## Exercise materials
::::

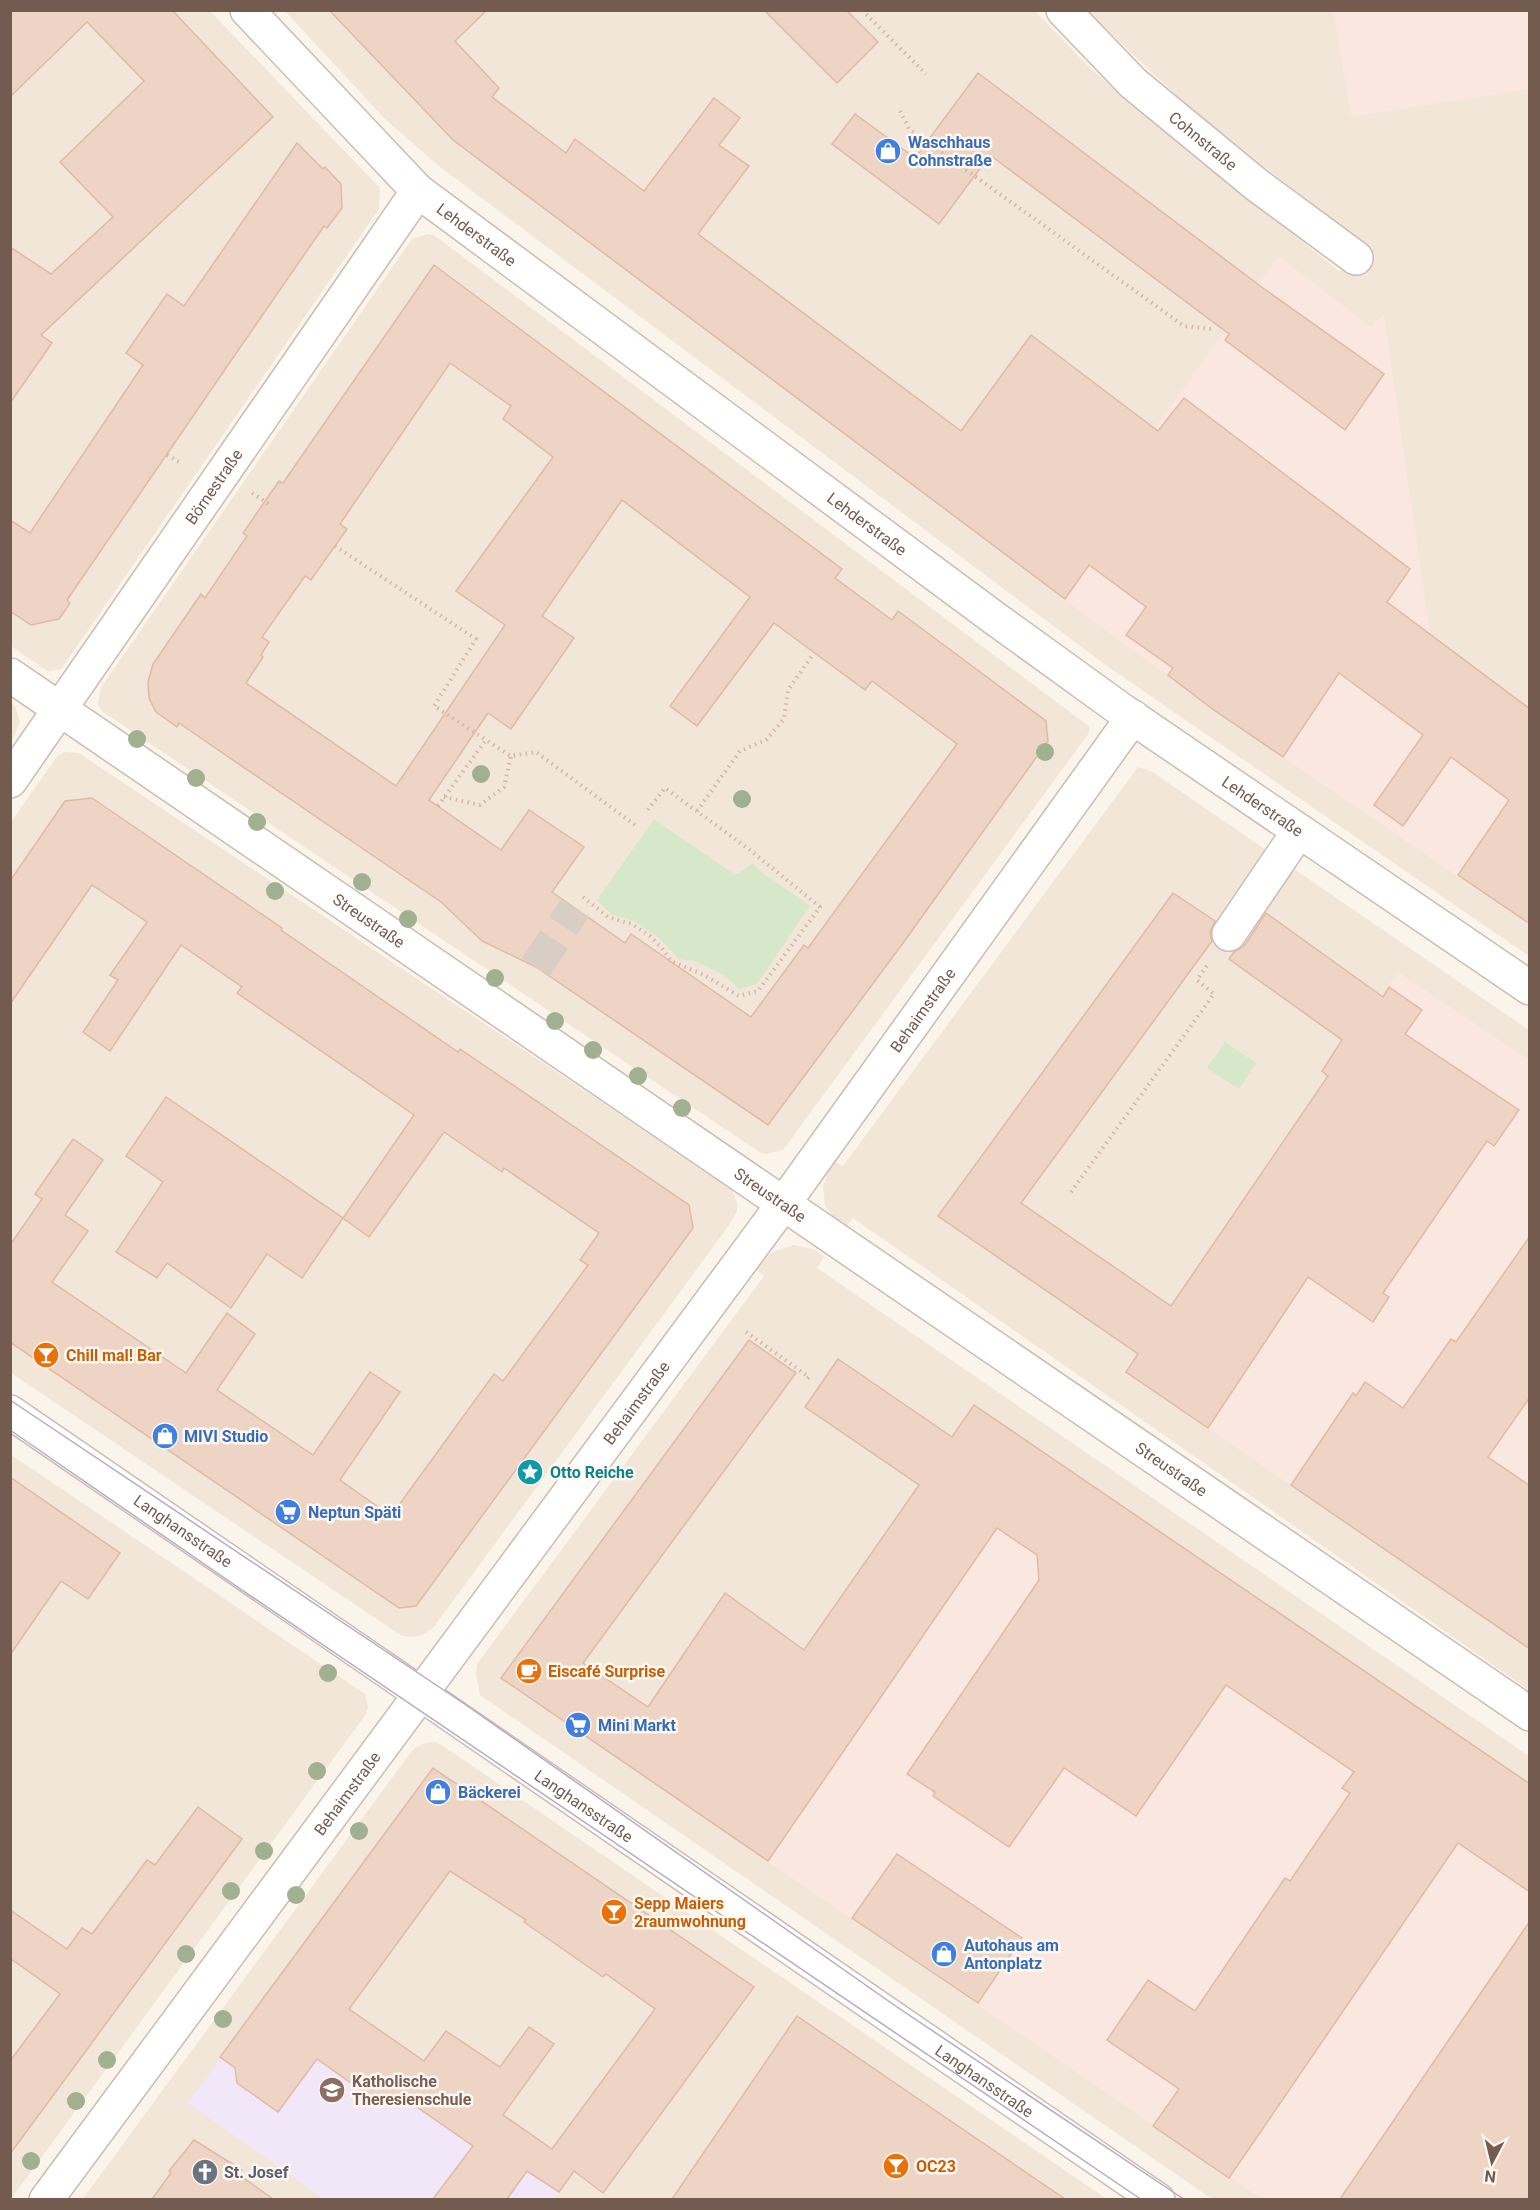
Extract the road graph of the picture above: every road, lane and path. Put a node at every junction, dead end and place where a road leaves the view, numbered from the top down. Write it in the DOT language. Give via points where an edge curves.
graph roads {
  1 [pos="247,10"];
  2 [pos="862,10"];
  3 [pos="1064,10"];
  4 [pos="926,74"];
  5 [pos="900,111"];
  6 [pos="418,190"];
  7 [pos="1356,258"];
  8 [pos="1212,329"];
  9 [pos="167,455"];
  10 [pos="181,463"];
  11 [pos="335,546"];
  12 [pos="814,653"];
  13 [pos="10,675"];
  14 [pos="61,710"];
  15 [pos="1133,717"];
  16 [pos="486,740"];
  17 [pos="511,756"];
  18 [pos="10,781"];
  19 [pos="444,797"];
  20 [pos="438,806"];
  21 [pos="697,811"];
  22 [pos="646,812"];
  23 [pos="635,825"];
  24 [pos="1299,831"];
  25 [pos="583,897"];
  26 [pos="1221,945"];
  27 [pos="1530,988"];
  28 [pos="1071,1192"];
  29 [pos="784,1203"];
  30 [pos="746,1332"];
  31 [pos="806,1381"];
  32 [pos="10,1412"];
  33 [pos="420,1694"];
  34 [pos="1530,1714"];
  35 [pos="46,2199"];
  36 [pos="1158,2199"];
  1 -- 6 [label="street, Lehderstraße"];
  2 -- 4 [label="path"];
  3 -- 7 [label="street, Cohnstraße" via="1133,83"];
  5 -- 8 [label="path" via="909,129 1184,326"];
  6 -- 14 [label="street, Börnestraße"];
  6 -- 15 [label="street, Lehderstraße"];
  9 -- 10 [label="path"];
  11 -- 16 [label="path" via="476,639 434,706"];
  12 -- 21 [label="path" via="788,690 784,719 766,740 740,752"];
  13 -- 14 [label="street, Streustraße"];
  14 -- 18 [label="street, Börnestraße"];
  14 -- 29 [label="street, Streustraße"];
  15 -- 24 [label="street, Lehderstraße"];
  15 -- 29 [label="street, Behaimstraße"];
  16 -- 17 [label="path"];
  16 -- 19 [label="path"];
  17 -- 19 [label="path" via="504,787 480,804"];
  17 -- 23 [label="path" via="536,752"];
  19 -- 20 [label="path"];
  21 -- 22 [label="path" via="665,788"];
  21 -- 25 [label="path" via="820,907 758,991 739,996 671,961 650,936 632,924 608,917"];
  24 -- 26 [label="street"];
  24 -- 27 [label="street, Lehderstraße"];
  26 -- 28 [label="path" via="1197,980 1214,994"];
  29 -- 33 [label="street, Behaimstraße"];
  29 -- 34 [label="street, Streustraße"];
  30 -- 31 [label="path" via="809,1377"];
  32 -- 33 [label="street, Langhansstraße"];
  33 -- 35 [label="street, Behaimstraße"];
  33 -- 36 [label="street, Langhansstraße"];
}
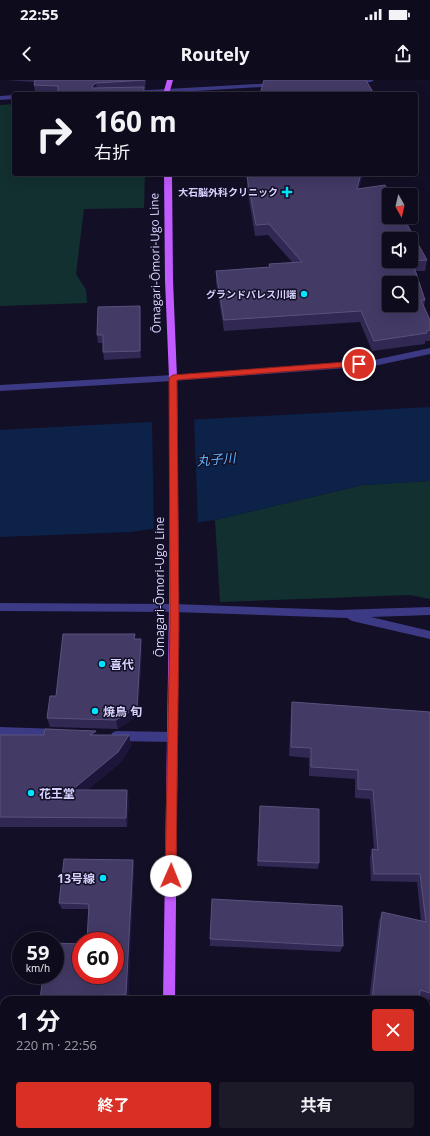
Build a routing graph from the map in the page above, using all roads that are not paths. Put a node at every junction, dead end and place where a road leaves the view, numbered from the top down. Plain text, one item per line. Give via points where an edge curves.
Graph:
1 (170, 80) edge
2 (371, 80) edge
3 (342, 82) edge
4 (280, 85) edge
5 (166, 92) edge
6 (180, 92) edge
7 (12, 97) edge
8 (0, 98) edge
9 (168, 176) edge
10 (430, 351) edge
11 (173, 378) junction
12 (0, 388) edge
13 (0, 607) edge
14 (174, 608) junction
15 (430, 611) edge
16 (339, 614) junction
17 (430, 635) edge
18 (0, 732) edge
19 (71, 734) edge
20 (102, 735) edge
21 (173, 737) junction
22 (169, 996) edge

1 - 5 main road
2 - 3 street
4 - 6 street
7 - 8 street
9 - 11 main road, Ōmagari-Ōmori-Ugo Line
10 - 11 street via 374,363
11 - 12 street
11 - 14 main road, Ōmagari-Ōmori-Ugo Line
13 - 14 street
14 - 16 street
14 - 21 main road, Ōmagari-Ōmori-Ugo Line
15 - 16 street
16 - 17 street
18 - 19 street
20 - 21 street
21 - 22 main road, Ōmagari-Ōmori-Ugo Line

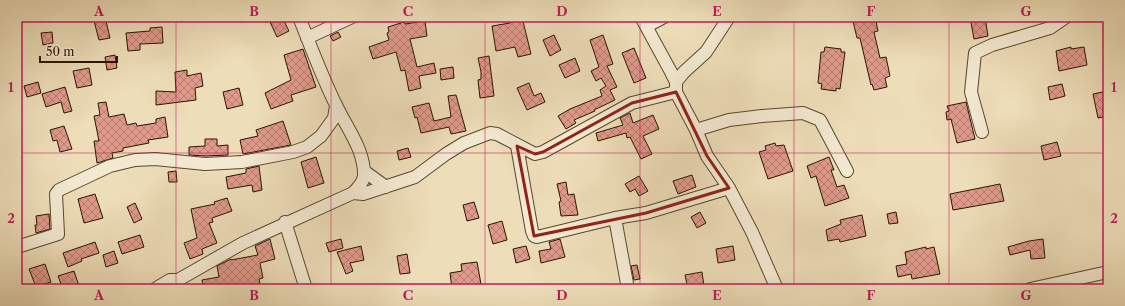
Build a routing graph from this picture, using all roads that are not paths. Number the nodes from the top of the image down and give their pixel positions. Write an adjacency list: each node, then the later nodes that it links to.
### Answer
1 (299, 17): 7 (street)
2 (352, 17): 7 (street)
3 (664, 17): 6 (street)
4 (729, 17): 8 (street)
5 (1066, 17): 11 (street)
6 (644, 22): 8 (street)
7 (308, 38): 9 (street)
8 (676, 87): 10 (street); 12 (street)
9 (336, 106): 13 (street); 20 (street)
10 (696, 130): 14 (street); 16 (street)
11 (982, 132)
12 (517, 146): 15 (street); 18 (street)
13 (364, 171): 15 (street); 17 (street)
14 (847, 171)
15 (386, 187): 17 (street)
16 (729, 188): 18 (street); 26 (street)
17 (353, 193): 19 (street)
18 (615, 218): 25 (street)
19 (285, 222): 22 (street); 24 (street)
20 (17, 247)
21 (1108, 272): 27 (street)
22 (172, 284): 23 (street)
23 (155, 289)
24 (306, 289)
25 (628, 289)
26 (777, 289)
27 (1030, 289)

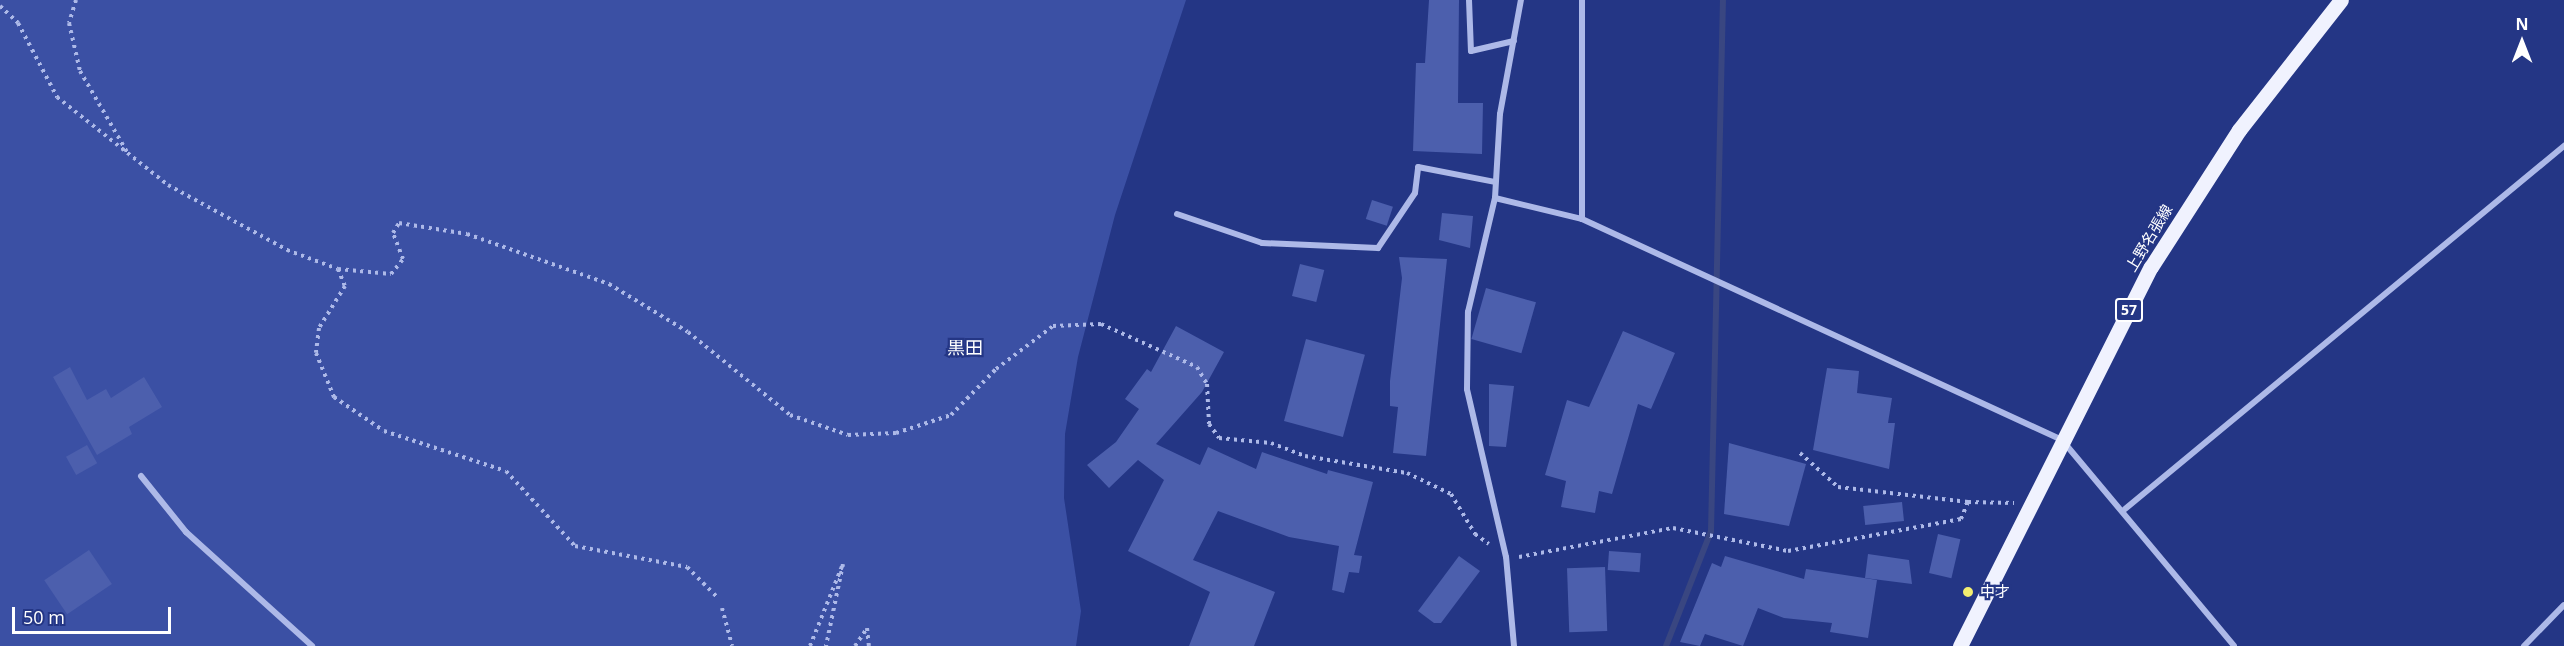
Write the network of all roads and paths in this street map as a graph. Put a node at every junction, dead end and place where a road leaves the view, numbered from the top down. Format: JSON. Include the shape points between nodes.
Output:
{"nodes":[{"id":1,"x":76,"y":0,"type":"edge"},
{"id":2,"x":1469,"y":0,"type":"edge"},
{"id":3,"x":1521,"y":0,"type":"edge"},
{"id":4,"x":1582,"y":0,"type":"edge"},
{"id":5,"x":2341,"y":0,"type":"edge"},
{"id":6,"x":0,"y":6,"type":"edge"},
{"id":7,"x":1515,"y":41,"type":"junction"},
{"id":8,"x":2564,"y":146,"type":"edge"},
{"id":9,"x":129,"y":154,"type":"junction"},
{"id":10,"x":1495,"y":182,"type":"junction"},
{"id":11,"x":1495,"y":198,"type":"junction"},
{"id":12,"x":1177,"y":214,"type":"dead end"},
{"id":13,"x":1582,"y":219,"type":"junction"},
{"id":14,"x":338,"y":268,"type":"junction"},
{"id":15,"x":2062,"y":440,"type":"junction"},
{"id":16,"x":1800,"y":453,"type":"dead end"},
{"id":17,"x":141,"y":476,"type":"dead end"},
{"id":18,"x":1968,"y":502,"type":"junction"},
{"id":19,"x":2032,"y":504,"type":"junction"},
{"id":20,"x":2125,"y":509,"type":"junction"},
{"id":21,"x":1506,"y":557,"type":"junction"},
{"id":22,"x":717,"y":597,"type":"dead end"},
{"id":23,"x":2564,"y":605,"type":"edge"},
{"id":24,"x":722,"y":608,"type":"dead end"},
{"id":25,"x":312,"y":646,"type":"edge"},
{"id":26,"x":732,"y":646,"type":"edge"},
{"id":27,"x":810,"y":646,"type":"edge"},
{"id":28,"x":826,"y":646,"type":"edge"},
{"id":29,"x":855,"y":646,"type":"edge"},
{"id":30,"x":869,"y":646,"type":"edge"},
{"id":31,"x":1514,"y":646,"type":"edge"},
{"id":32,"x":1960,"y":646,"type":"edge"},
{"id":33,"x":2234,"y":646,"type":"edge"},
{"id":34,"x":2524,"y":646,"type":"edge"}],
"edges":[{"from":1,"to":9,"type":"path","via":[[69,23],[81,71]]},
{"from":2,"to":7,"type":"street","via":[[1470,51]]},
{"from":3,"to":7,"type":"street"},
{"from":4,"to":13,"type":"street"},
{"from":5,"to":15,"type":"main road","name":"上野名張線","number":"57","via":[[2239,130],[2151,267]]},
{"from":6,"to":9,"type":"path","via":[[18,23],[57,97]]},
{"from":7,"to":10,"type":"street","via":[[1500,114]]},
{"from":8,"to":20,"type":"street"},
{"from":9,"to":14,"type":"path","via":[[198,202],[287,250]]},
{"from":10,"to":11,"type":"street"},
{"from":10,"to":12,"type":"street","via":[[1418,167],[1415,193],[1378,248],[1262,243]]},
{"from":11,"to":13,"type":"street"},
{"from":11,"to":21,"type":"street","via":[[1468,312],[1467,389]]},
{"from":13,"to":15,"type":"street","via":[[1729,290]]},
{"from":14,"to":21,"type":"path","via":[[391,274],[403,259],[393,233],[399,223],[467,234],[609,284],[688,332],[790,415],[848,435],[896,433],[951,415],[996,369],[1053,326],[1101,324],[1197,368],[1207,384],[1209,424],[1219,438],[1271,443],[1305,456],[1407,474],[1451,494],[1475,534]]},
{"from":14,"to":22,"type":"path","via":[[345,286],[319,328],[316,353],[334,397],[384,431],[506,471],[575,546],[687,567]]},
{"from":15,"to":19,"type":"main road","name":"上野名張線","number":"57"},
{"from":15,"to":20,"type":"street"},
{"from":16,"to":18,"type":"path","via":[[1838,486]]},
{"from":17,"to":25,"type":"street","via":[[186,532]]},
{"from":18,"to":19,"type":"path"},
{"from":18,"to":21,"type":"path","via":[[1961,519],[1788,551],[1672,528],[1541,557]]},
{"from":19,"to":32,"type":"main road","name":"上野名張線","number":"57"},
{"from":20,"to":33,"type":"street"},
{"from":21,"to":31,"type":"street"},
{"from":23,"to":34,"type":"street"},
{"from":24,"to":26,"type":"path"},
{"from":27,"to":28,"type":"path","via":[[843,564]]},
{"from":29,"to":30,"type":"path","via":[[867,628]]}]}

::::

## Exercise
Taking the listing as a whole, count how many of its lines contain the word "Write", and reply with that count alone.

## Response box
3